Input >>
────────
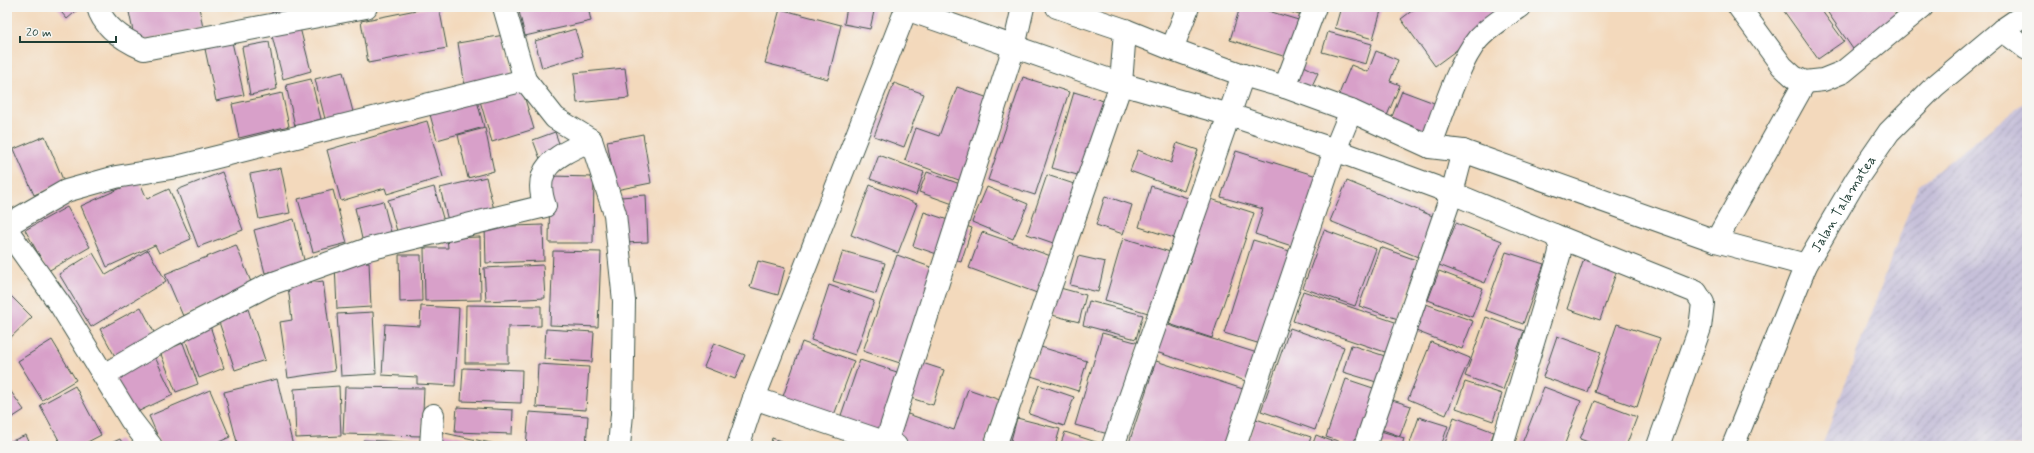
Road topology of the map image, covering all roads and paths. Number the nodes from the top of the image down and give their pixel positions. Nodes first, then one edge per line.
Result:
1 (98, 7) edge
2 (366, 7) edge
3 (504, 7) edge
4 (1023, 7) edge
5 (1188, 7) edge
6 (1315, 7) edge
7 (1520, 7) edge
8 (1739, 7) edge
9 (1922, 7) edge
10 (907, 8) edge
11 (1069, 9) edge
12 (2027, 13) edge
13 (1125, 30) junction
14 (2002, 30) junction
15 (1014, 47) junction
16 (2027, 49) edge
17 (1172, 50) junction
18 (1243, 75) junction
19 (525, 80) junction
20 (1805, 82) junction
21 (1121, 84) junction
22 (1285, 87) junction
23 (1351, 111) junction
24 (1230, 115) junction
25 (591, 140) junction
26 (1430, 146) junction
27 (1334, 150) junction
28 (1463, 151) junction
29 (1452, 194) junction
30 (7, 225) edge
31 (7, 230) edge
32 (1554, 235) junction
33 (1716, 241) junction
34 (1806, 266) junction
35 (104, 375) junction
36 (754, 398) junction
37 (433, 415) dead end
38 (889, 445) edge
39 (151, 446) edge
40 (431, 446) edge
41 (619, 446) edge
42 (738, 446) edge
43 (995, 446) edge
44 (1113, 446) edge
45 (1235, 446) edge
46 (1365, 446) edge
47 (1502, 446) edge
48 (1658, 446) edge
49 (1733, 446) edge

1 - 2 street
3 - 19 street
4 - 15 street
5 - 17 street
6 - 22 street
7 - 26 street
8 - 20 street
9 - 20 street
10 - 15 street
10 - 36 street
11 - 13 street
12 - 14 street, Jalan Talamatea
13 - 17 street
13 - 21 street
14 - 16 street
14 - 34 street, Jalan Talamatea
15 - 21 street
15 - 38 street
17 - 18 street
18 - 22 street
18 - 24 street
19 - 25 street
19 - 30 street
20 - 33 street
21 - 24 street
21 - 43 street
22 - 23 street
23 - 26 street
23 - 27 street
24 - 27 street
24 - 44 street
25 - 35 street
25 - 41 street
26 - 28 street
27 - 29 street
27 - 45 street
28 - 29 street
28 - 33 street
29 - 32 street
29 - 46 street
31 - 35 street
32 - 47 street
32 - 48 street
33 - 34 street
34 - 49 street, Jalan Talamatea
35 - 39 street
36 - 38 street
36 - 42 street
37 - 40 street

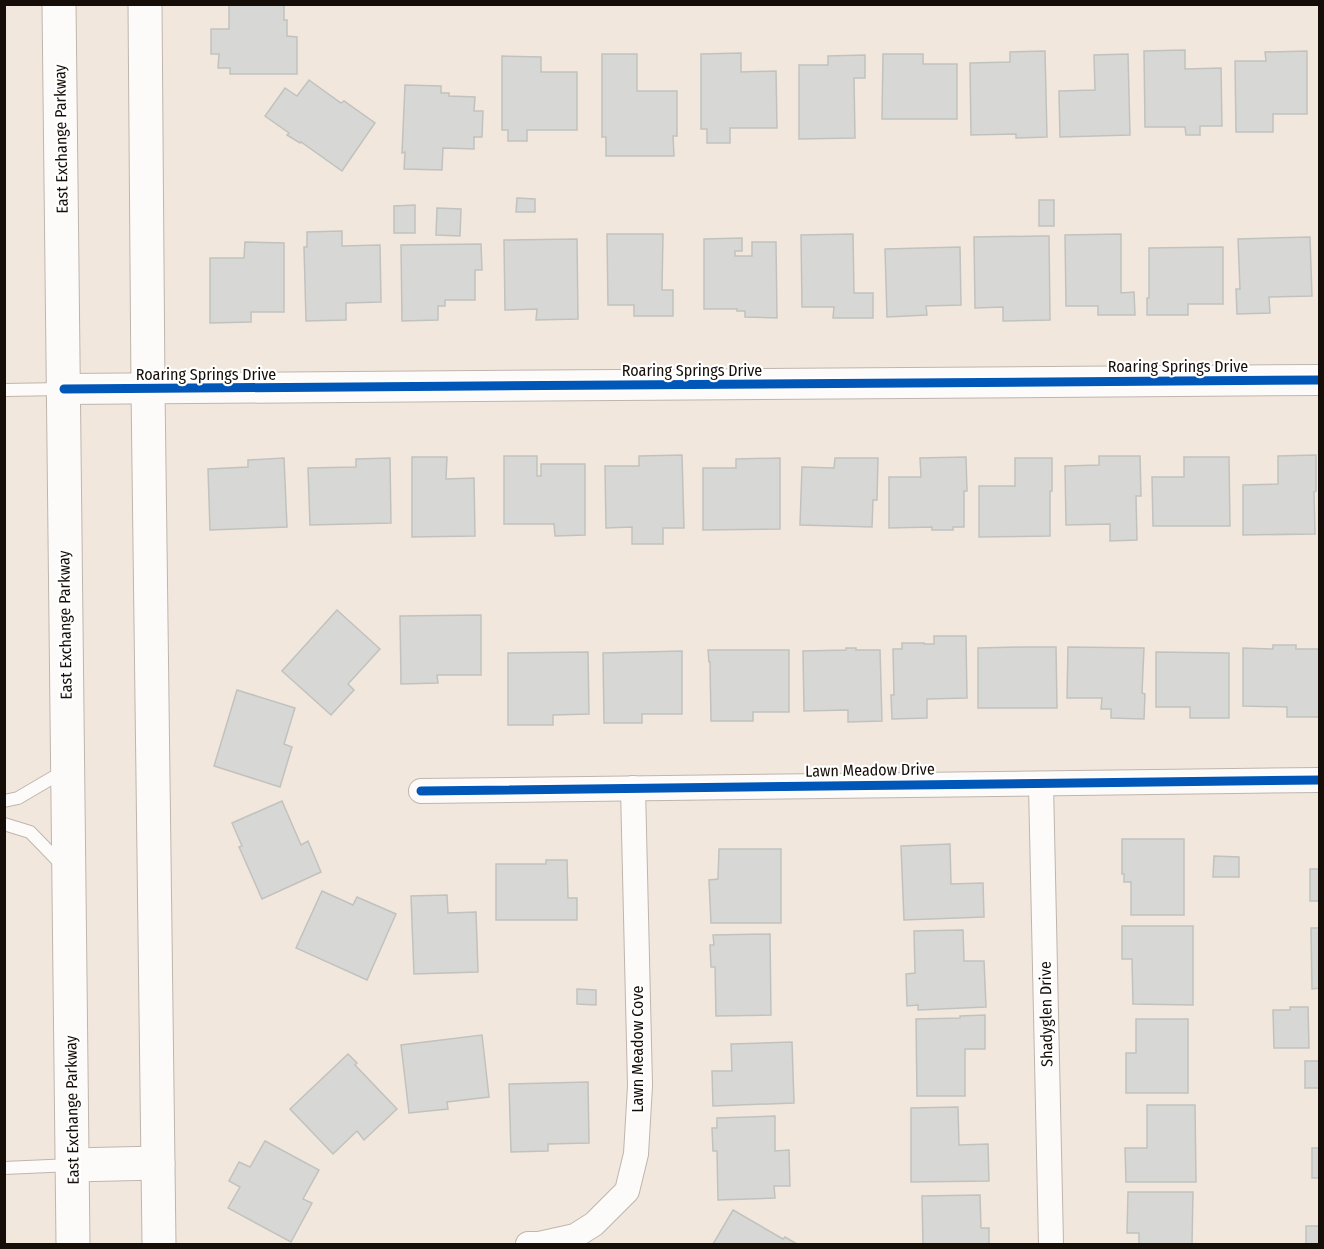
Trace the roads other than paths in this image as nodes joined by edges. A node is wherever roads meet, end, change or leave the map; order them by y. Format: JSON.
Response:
{"nodes":[{"id":1,"x":59,"y":4,"type":"edge"},
{"id":2,"x":145,"y":4,"type":"edge"},
{"id":3,"x":1320,"y":380,"type":"edge"},
{"id":4,"x":64,"y":389,"type":"junction"},
{"id":5,"x":148,"y":389,"type":"junction"},
{"id":6,"x":4,"y":390,"type":"edge"},
{"id":7,"x":67,"y":769,"type":"junction"},
{"id":8,"x":1320,"y":780,"type":"edge"},
{"id":9,"x":1041,"y":784,"type":"junction"},
{"id":10,"x":633,"y":788,"type":"junction"},
{"id":11,"x":421,"y":791,"type":"dead end"},
{"id":12,"x":4,"y":801,"type":"edge"},
{"id":13,"x":4,"y":824,"type":"edge"},
{"id":14,"x":69,"y":871,"type":"junction"},
{"id":15,"x":158,"y":1164,"type":"junction"},
{"id":16,"x":73,"y":1165,"type":"junction"},
{"id":17,"x":4,"y":1168,"type":"edge"},
{"id":18,"x":73,"y":1245,"type":"edge"},
{"id":19,"x":159,"y":1245,"type":"edge"},
{"id":20,"x":528,"y":1245,"type":"edge"},
{"id":21,"x":1051,"y":1245,"type":"edge"}],
"edges":[{"from":1,"to":4,"type":"main road","name":"East Exchange Parkway"},
{"from":2,"to":5,"type":"main road"},
{"from":3,"to":5,"type":"street","name":"Roaring Springs Drive"},
{"from":4,"to":5,"type":"street","name":"Roaring Springs Drive"},
{"from":4,"to":6,"type":"lane"},
{"from":4,"to":7,"type":"main road","name":"East Exchange Parkway"},
{"from":5,"to":15,"type":"main road"},
{"from":7,"to":12,"type":"lane"},
{"from":7,"to":14,"type":"main road","name":"East Exchange Parkway"},
{"from":8,"to":9,"type":"street","name":"Lawn Meadow Drive"},
{"from":9,"to":10,"type":"street","name":"Lawn Meadow Drive"},
{"from":9,"to":21,"type":"street","name":"Shadyglen Drive"},
{"from":10,"to":11,"type":"street","name":"Lawn Meadow Drive"},
{"from":10,"to":20,"type":"street","name":"Lawn Meadow Cove"},
{"from":13,"to":14,"type":"lane"},
{"from":14,"to":16,"type":"main road","name":"East Exchange Parkway"},
{"from":15,"to":16,"type":"main road"},
{"from":15,"to":19,"type":"main road"},
{"from":16,"to":17,"type":"lane"},
{"from":16,"to":18,"type":"main road","name":"East Exchange Parkway"}]}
────────
The task >>
Please output all of the entries exactly as they appear, with no pictures.

Exercise answer >>
Road topology of the map image, covering all roads and paths. Number the nodes from the top of the image down and give their pixel positions. Nodes first, then one edge per line.
Result:
1 (98, 7) edge
2 (366, 7) edge
3 (504, 7) edge
4 (1023, 7) edge
5 (1188, 7) edge
6 (1315, 7) edge
7 (1520, 7) edge
8 (1739, 7) edge
9 (1922, 7) edge
10 (907, 8) edge
11 (1069, 9) edge
12 (2027, 13) edge
13 (1125, 30) junction
14 (2002, 30) junction
15 (1014, 47) junction
16 (2027, 49) edge
17 (1172, 50) junction
18 (1243, 75) junction
19 (525, 80) junction
20 (1805, 82) junction
21 (1121, 84) junction
22 (1285, 87) junction
23 (1351, 111) junction
24 (1230, 115) junction
25 (591, 140) junction
26 (1430, 146) junction
27 (1334, 150) junction
28 (1463, 151) junction
29 (1452, 194) junction
30 (7, 225) edge
31 (7, 230) edge
32 (1554, 235) junction
33 (1716, 241) junction
34 (1806, 266) junction
35 (104, 375) junction
36 (754, 398) junction
37 (433, 415) dead end
38 (889, 445) edge
39 (151, 446) edge
40 (431, 446) edge
41 (619, 446) edge
42 (738, 446) edge
43 (995, 446) edge
44 (1113, 446) edge
45 (1235, 446) edge
46 (1365, 446) edge
47 (1502, 446) edge
48 (1658, 446) edge
49 (1733, 446) edge

1 - 2 street
3 - 19 street
4 - 15 street
5 - 17 street
6 - 22 street
7 - 26 street
8 - 20 street
9 - 20 street
10 - 15 street
10 - 36 street
11 - 13 street
12 - 14 street, Jalan Talamatea
13 - 17 street
13 - 21 street
14 - 16 street
14 - 34 street, Jalan Talamatea
15 - 21 street
15 - 38 street
17 - 18 street
18 - 22 street
18 - 24 street
19 - 25 street
19 - 30 street
20 - 33 street
21 - 24 street
21 - 43 street
22 - 23 street
23 - 26 street
23 - 27 street
24 - 27 street
24 - 44 street
25 - 35 street
25 - 41 street
26 - 28 street
27 - 29 street
27 - 45 street
28 - 29 street
28 - 33 street
29 - 32 street
29 - 46 street
31 - 35 street
32 - 47 street
32 - 48 street
33 - 34 street
34 - 49 street, Jalan Talamatea
35 - 39 street
36 - 38 street
36 - 42 street
37 - 40 street

Trace the roads other than paths in this image as nodes joined by edges. A node is wherever roads meet, end, change or leave the map; order them by y. Format: JSON.
Response:
{"nodes":[{"id":1,"x":59,"y":4,"type":"edge"},
{"id":2,"x":145,"y":4,"type":"edge"},
{"id":3,"x":1320,"y":380,"type":"edge"},
{"id":4,"x":64,"y":389,"type":"junction"},
{"id":5,"x":148,"y":389,"type":"junction"},
{"id":6,"x":4,"y":390,"type":"edge"},
{"id":7,"x":67,"y":769,"type":"junction"},
{"id":8,"x":1320,"y":780,"type":"edge"},
{"id":9,"x":1041,"y":784,"type":"junction"},
{"id":10,"x":633,"y":788,"type":"junction"},
{"id":11,"x":421,"y":791,"type":"dead end"},
{"id":12,"x":4,"y":801,"type":"edge"},
{"id":13,"x":4,"y":824,"type":"edge"},
{"id":14,"x":69,"y":871,"type":"junction"},
{"id":15,"x":158,"y":1164,"type":"junction"},
{"id":16,"x":73,"y":1165,"type":"junction"},
{"id":17,"x":4,"y":1168,"type":"edge"},
{"id":18,"x":73,"y":1245,"type":"edge"},
{"id":19,"x":159,"y":1245,"type":"edge"},
{"id":20,"x":528,"y":1245,"type":"edge"},
{"id":21,"x":1051,"y":1245,"type":"edge"}],
"edges":[{"from":1,"to":4,"type":"main road","name":"East Exchange Parkway"},
{"from":2,"to":5,"type":"main road"},
{"from":3,"to":5,"type":"street","name":"Roaring Springs Drive"},
{"from":4,"to":5,"type":"street","name":"Roaring Springs Drive"},
{"from":4,"to":6,"type":"lane"},
{"from":4,"to":7,"type":"main road","name":"East Exchange Parkway"},
{"from":5,"to":15,"type":"main road"},
{"from":7,"to":12,"type":"lane"},
{"from":7,"to":14,"type":"main road","name":"East Exchange Parkway"},
{"from":8,"to":9,"type":"street","name":"Lawn Meadow Drive"},
{"from":9,"to":10,"type":"street","name":"Lawn Meadow Drive"},
{"from":9,"to":21,"type":"street","name":"Shadyglen Drive"},
{"from":10,"to":11,"type":"street","name":"Lawn Meadow Drive"},
{"from":10,"to":20,"type":"street","name":"Lawn Meadow Cove"},
{"from":13,"to":14,"type":"lane"},
{"from":14,"to":16,"type":"main road","name":"East Exchange Parkway"},
{"from":15,"to":16,"type":"main road"},
{"from":15,"to":19,"type":"main road"},
{"from":16,"to":17,"type":"lane"},
{"from":16,"to":18,"type":"main road","name":"East Exchange Parkway"}]}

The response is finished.